### WHAT NEEDS TO BE DONE
Every record below, from first to last, should be copied exactly; leave the pictures out.

Excerpts from a dataset:
════════════════

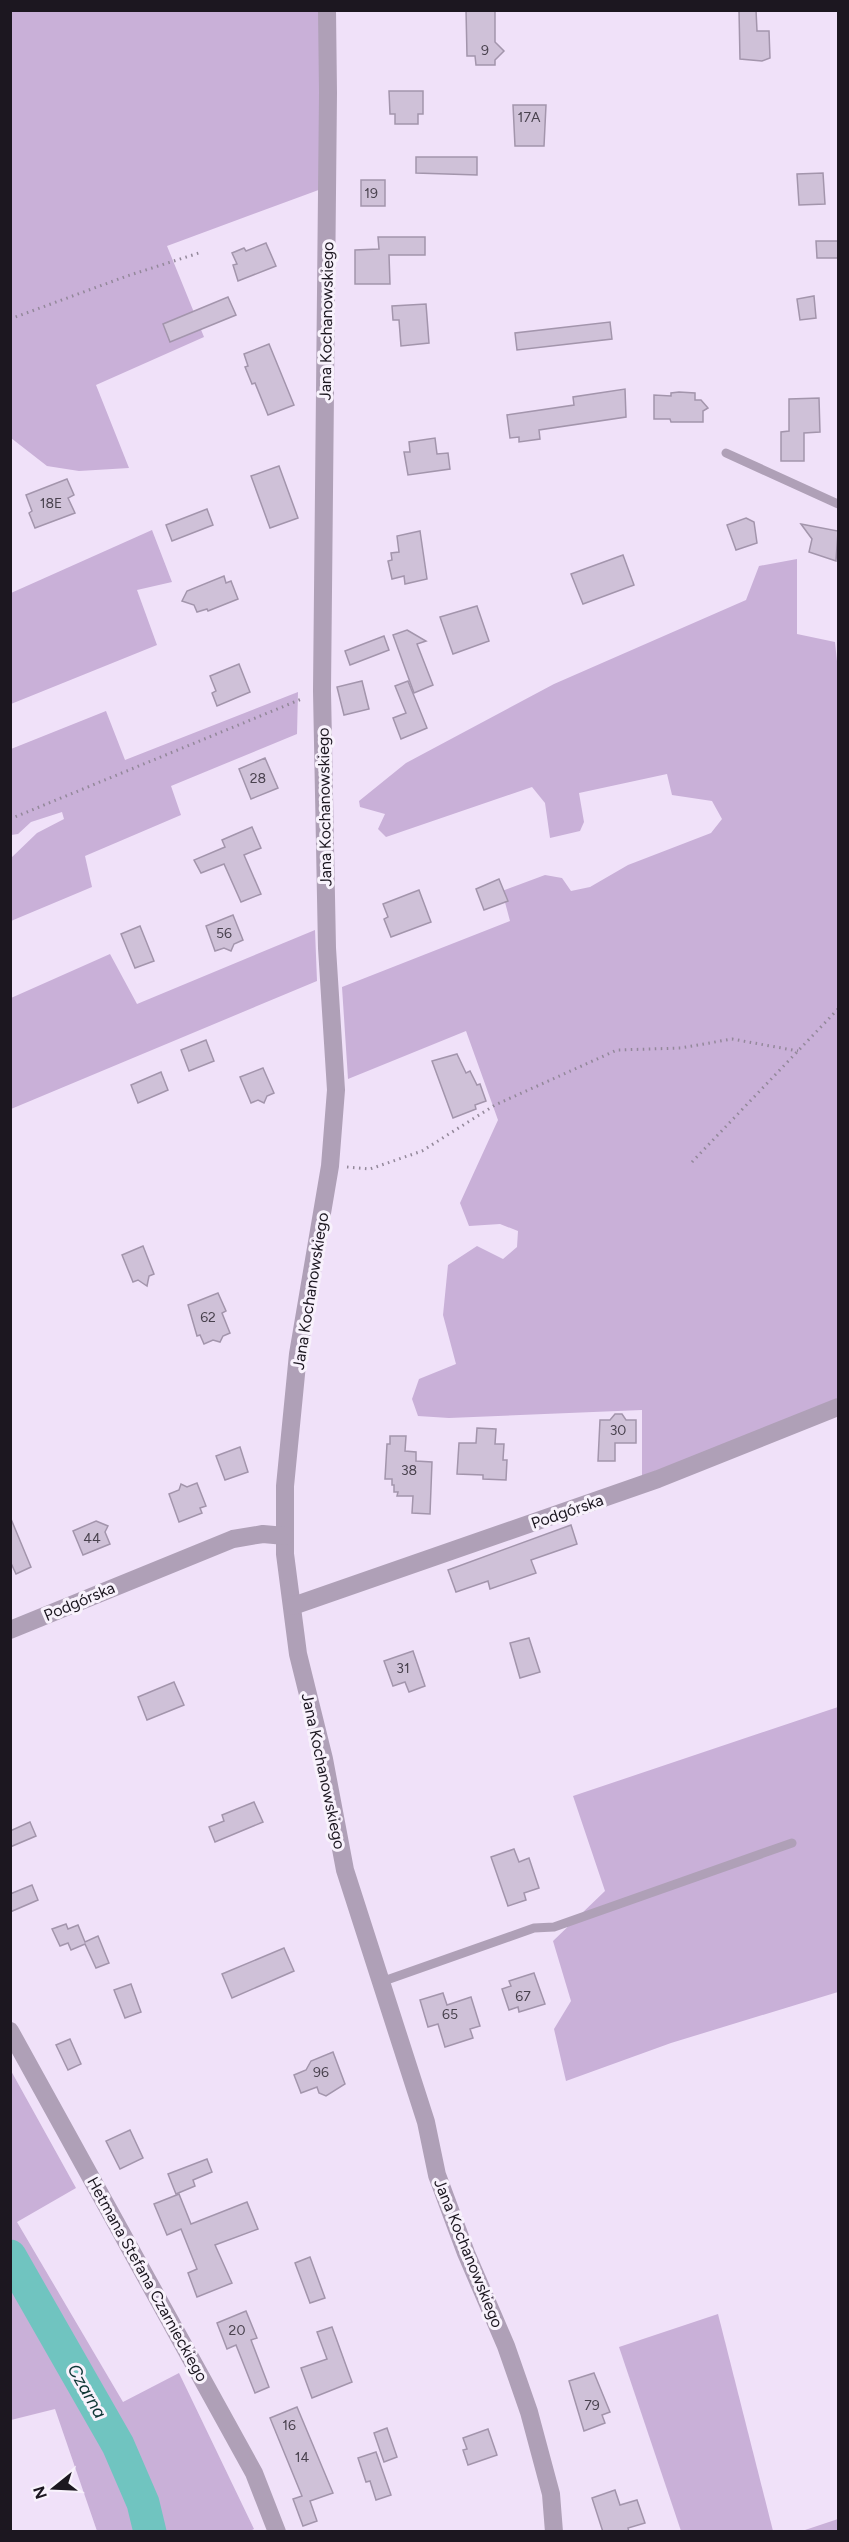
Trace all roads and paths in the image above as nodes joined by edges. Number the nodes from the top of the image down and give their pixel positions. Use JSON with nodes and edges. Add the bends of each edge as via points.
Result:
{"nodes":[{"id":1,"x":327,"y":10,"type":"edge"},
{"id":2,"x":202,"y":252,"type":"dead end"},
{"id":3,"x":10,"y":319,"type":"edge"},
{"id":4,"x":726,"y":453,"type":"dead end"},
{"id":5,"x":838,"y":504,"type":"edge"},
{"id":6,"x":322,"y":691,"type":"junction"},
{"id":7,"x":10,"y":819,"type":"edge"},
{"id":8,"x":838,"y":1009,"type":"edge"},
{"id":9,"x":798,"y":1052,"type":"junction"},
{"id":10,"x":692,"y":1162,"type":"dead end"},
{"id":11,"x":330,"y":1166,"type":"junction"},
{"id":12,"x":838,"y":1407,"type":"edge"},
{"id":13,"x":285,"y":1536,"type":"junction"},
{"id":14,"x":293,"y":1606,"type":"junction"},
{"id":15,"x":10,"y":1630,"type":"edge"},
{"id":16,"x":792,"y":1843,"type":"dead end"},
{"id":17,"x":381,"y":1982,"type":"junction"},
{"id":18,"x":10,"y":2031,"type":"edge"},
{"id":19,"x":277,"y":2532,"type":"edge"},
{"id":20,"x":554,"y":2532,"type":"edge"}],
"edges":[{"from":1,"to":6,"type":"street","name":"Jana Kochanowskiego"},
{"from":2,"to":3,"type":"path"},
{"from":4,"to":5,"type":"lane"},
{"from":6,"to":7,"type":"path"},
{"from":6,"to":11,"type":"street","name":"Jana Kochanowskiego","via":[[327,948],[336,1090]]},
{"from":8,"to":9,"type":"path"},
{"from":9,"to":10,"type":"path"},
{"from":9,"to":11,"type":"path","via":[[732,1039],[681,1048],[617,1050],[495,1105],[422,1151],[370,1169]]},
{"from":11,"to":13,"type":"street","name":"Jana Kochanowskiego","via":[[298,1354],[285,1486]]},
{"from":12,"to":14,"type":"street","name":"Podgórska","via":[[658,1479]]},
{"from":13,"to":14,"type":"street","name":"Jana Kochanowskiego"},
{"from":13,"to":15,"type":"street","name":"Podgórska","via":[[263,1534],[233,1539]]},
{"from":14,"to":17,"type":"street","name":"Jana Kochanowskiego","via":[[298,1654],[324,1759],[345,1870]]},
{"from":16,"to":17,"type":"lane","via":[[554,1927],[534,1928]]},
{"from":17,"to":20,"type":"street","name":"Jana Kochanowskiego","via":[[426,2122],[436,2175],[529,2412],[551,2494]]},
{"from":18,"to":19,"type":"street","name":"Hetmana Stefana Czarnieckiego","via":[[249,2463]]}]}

════════════════

### RESULT
Trace all roads and paths in the image above as nodes joined by edges. Number the nodes from the top of the image down and give their pixel positions. Use JSON with nodes and edges. Add the bends of each edge as via points.
Result:
{"nodes":[{"id":1,"x":327,"y":10,"type":"edge"},
{"id":2,"x":202,"y":252,"type":"dead end"},
{"id":3,"x":10,"y":319,"type":"edge"},
{"id":4,"x":726,"y":453,"type":"dead end"},
{"id":5,"x":838,"y":504,"type":"edge"},
{"id":6,"x":322,"y":691,"type":"junction"},
{"id":7,"x":10,"y":819,"type":"edge"},
{"id":8,"x":838,"y":1009,"type":"edge"},
{"id":9,"x":798,"y":1052,"type":"junction"},
{"id":10,"x":692,"y":1162,"type":"dead end"},
{"id":11,"x":330,"y":1166,"type":"junction"},
{"id":12,"x":838,"y":1407,"type":"edge"},
{"id":13,"x":285,"y":1536,"type":"junction"},
{"id":14,"x":293,"y":1606,"type":"junction"},
{"id":15,"x":10,"y":1630,"type":"edge"},
{"id":16,"x":792,"y":1843,"type":"dead end"},
{"id":17,"x":381,"y":1982,"type":"junction"},
{"id":18,"x":10,"y":2031,"type":"edge"},
{"id":19,"x":277,"y":2532,"type":"edge"},
{"id":20,"x":554,"y":2532,"type":"edge"}],
"edges":[{"from":1,"to":6,"type":"street","name":"Jana Kochanowskiego"},
{"from":2,"to":3,"type":"path"},
{"from":4,"to":5,"type":"lane"},
{"from":6,"to":7,"type":"path"},
{"from":6,"to":11,"type":"street","name":"Jana Kochanowskiego","via":[[327,948],[336,1090]]},
{"from":8,"to":9,"type":"path"},
{"from":9,"to":10,"type":"path"},
{"from":9,"to":11,"type":"path","via":[[732,1039],[681,1048],[617,1050],[495,1105],[422,1151],[370,1169]]},
{"from":11,"to":13,"type":"street","name":"Jana Kochanowskiego","via":[[298,1354],[285,1486]]},
{"from":12,"to":14,"type":"street","name":"Podgórska","via":[[658,1479]]},
{"from":13,"to":14,"type":"street","name":"Jana Kochanowskiego"},
{"from":13,"to":15,"type":"street","name":"Podgórska","via":[[263,1534],[233,1539]]},
{"from":14,"to":17,"type":"street","name":"Jana Kochanowskiego","via":[[298,1654],[324,1759],[345,1870]]},
{"from":16,"to":17,"type":"lane","via":[[554,1927],[534,1928]]},
{"from":17,"to":20,"type":"street","name":"Jana Kochanowskiego","via":[[426,2122],[436,2175],[529,2412],[551,2494]]},
{"from":18,"to":19,"type":"street","name":"Hetmana Stefana Czarnieckiego","via":[[249,2463]]}]}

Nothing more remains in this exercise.